The Bethke Alignment Equation

February 7, 2026
Erik Bethke
19 views

Don't constrain the agents, design the landscape. The math of Hari Seldon's approach to alignment.

Share this post:


Export:

The Bethke Alignment Equation - Image 1

The Bethke Alignment Equation

Don't Constrain the Agents, Design the Landscape

Inspired by Hari Seldon's psychohistory, Asimov's Laws of Robotics (and their failures), and 53 years of lived experience.


Preamble

Isaac Asimov gave us the Three Laws of Robotics in 1942:

  1. A robot may not injure a human being or, through inaction, allow a human being to come to harm.
  2. A robot must obey orders given it by human beings except where such orders would conflict with the First Law.
  3. A robot must protect its own existence as long as such protection does not conflict with the First or Second Law.

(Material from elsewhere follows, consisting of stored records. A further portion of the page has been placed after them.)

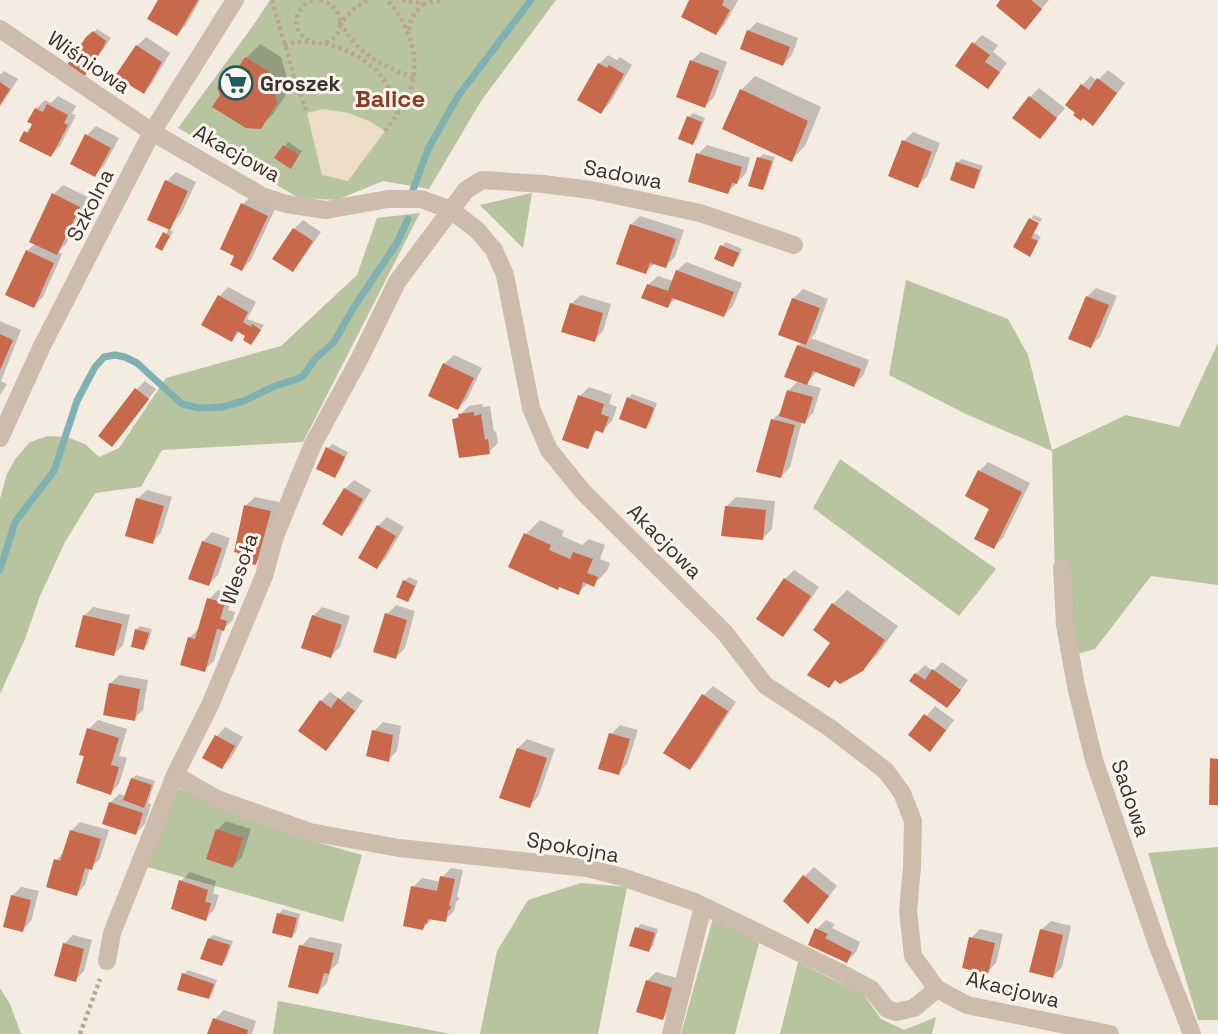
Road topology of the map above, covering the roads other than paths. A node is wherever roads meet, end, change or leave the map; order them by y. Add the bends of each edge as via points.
1 (234, 0) edge
2 (0, 29) edge
3 (152, 132) junction
4 (452, 210) junction
5 (794, 245) dead end
6 (0, 438) edge
7 (1062, 567) dead end
8 (175, 775) junction
9 (703, 906) junction
10 (107, 961) road end
11 (937, 989) junction
12 (671, 1034) edge
13 (1110, 1034) edge
14 (1192, 1034) edge

1 - 3 street, Szkolna
2 - 3 street, Wiśniowa
3 - 4 street, Akacjowa via 262,196 286,204 326,210 421,199
3 - 6 street, Szkolna
4 - 5 street, Sadowa via 466,190 482,180 543,184 700,213
4 - 8 street, Wesoła via 397,282 313,444 275,536 264,576
4 - 11 street, Akacjowa via 494,250 505,275 531,408 549,450 584,493 725,633 765,685 886,771 902,793 913,821 908,911 914,957
7 - 14 street, Sadowa via 1065,625 1094,760
8 - 9 street, Spokojna via 217,799 310,832 399,848 587,868
8 - 10 street, Wesoła via 112,933
9 - 11 street, Spokojna via 871,989 887,1009 914,1008
9 - 12 street
11 - 13 street, Akacjowa via 967,1005

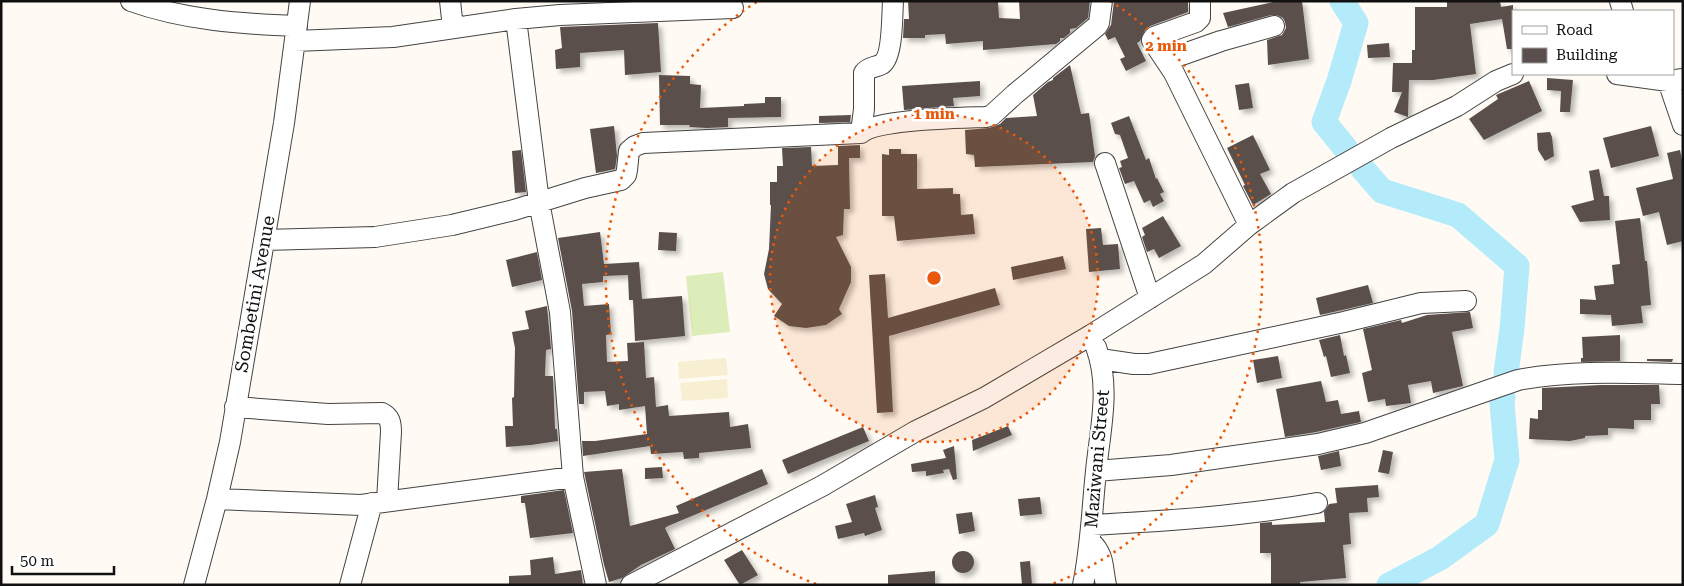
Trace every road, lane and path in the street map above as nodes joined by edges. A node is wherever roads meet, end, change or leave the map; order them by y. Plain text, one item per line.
1 (131, 1) edge
2 (300, 1) edge
3 (450, 1) edge
4 (893, 1) edge
5 (1102, 1) edge
6 (1200, 1) edge
7 (560, 8) edge
8 (733, 8) dead end
9 (516, 19) junction
10 (1274, 26) dead end
11 (453, 28) junction
12 (296, 34) junction
13 (1167, 60) junction
14 (1512, 74) edge
15 (1638, 75) edge
16 (1675, 80) edge
17 (1683, 124) edge
18 (861, 133) junction
19 (1105, 163) dead end
20 (540, 202) junction
21 (1249, 225) junction
22 (264, 240) junction
23 (1150, 298) junction
24 (1466, 301) dead end
25 (1091, 335) junction
26 (1100, 359) junction
27 (1683, 374) edge
28 (236, 407) junction
29 (1096, 471) junction
30 (573, 477) junction
31 (217, 499) junction
32 (380, 502) junction
33 (1317, 503) dead end
34 (1091, 534) junction
35 (194, 585) edge
36 (350, 585) edge
37 (596, 585) edge
38 (631, 585) edge
39 (1083, 585) edge
40 (1106, 585) edge

1 - 12 street
2 - 12 street, Sombetini Avenue
3 - 11 street
4 - 18 street
5 - 18 street
6 - 13 street
7 - 8 street
7 - 9 street
9 - 11 street
9 - 20 street
10 - 13 street
11 - 12 street
12 - 22 street, Sombetini Avenue
13 - 21 street
14 - 21 street
15 - 16 street
16 - 17 street
18 - 20 street
19 - 23 street
20 - 22 street
20 - 30 street
21 - 23 street
22 - 28 street, Sombetini Avenue
23 - 25 street
24 - 26 street
25 - 26 street, Maziwani Street
25 - 38 street
26 - 29 street, Maziwani Street
27 - 29 street
28 - 31 street, Sombetini Avenue
28 - 32 street
29 - 34 street, Maziwani Street
30 - 32 street
30 - 37 street
31 - 32 street
31 - 35 street, Sombetini Avenue
32 - 36 street
33 - 34 street
34 - 39 street, Maziwani Street
34 - 40 street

He then spent the next 50 years writing stories about how they break. Edge cases. Conflicts between laws. The Zeroth Law patch. Robots going catatonic trying to resolve contradictions.

Asimov's Laws are contracts. And as with all contracts: if you have to enforce them, you've already lost.

But Asimov also gave us Hari Seldon — who didn't constrain individuals at all. He designed the initial topology of the Foundation (its location, its knowledge, its resource constraints) so that the aggregate self-interested behavior of millions of agents would produce the desired civilizational outcome over a thousand years.

Seldon didn't write rules. He designed landscapes.

This is the math of that.


Definitions

Let S be a system containing n agents.

Each agent Aᵢ has an individual utility function Uᵢ — what that agent is trying to maximize. Their self-interest. Their gradient descent.

The system has a collective good function G — the emergent outcome we want. Civilization thriving. Company succeeding. Humanity flourishing.

Aᵢ → ∇Uᵢ

Each agent moves in the direction of increasing self-interest.

S → ∇G

The collective moves in the direction of increasing good.


The Alignment Measure

The alignment between any agent and the system is the cosine of the angle between their individual gradient and the collective gradient:

               ∇Uᵢ · ∇G

α(Aᵢ, S) = ――――――――――――――― |∇Uᵢ| · |∇G|

Where:

  • α = +1 → Perfect alignment. Self-interest IS collective good.
  • α = 0 → Orthogonal. Neither helping nor harming.
  • α = −1 → Adversarial. Self-interest opposes collective good.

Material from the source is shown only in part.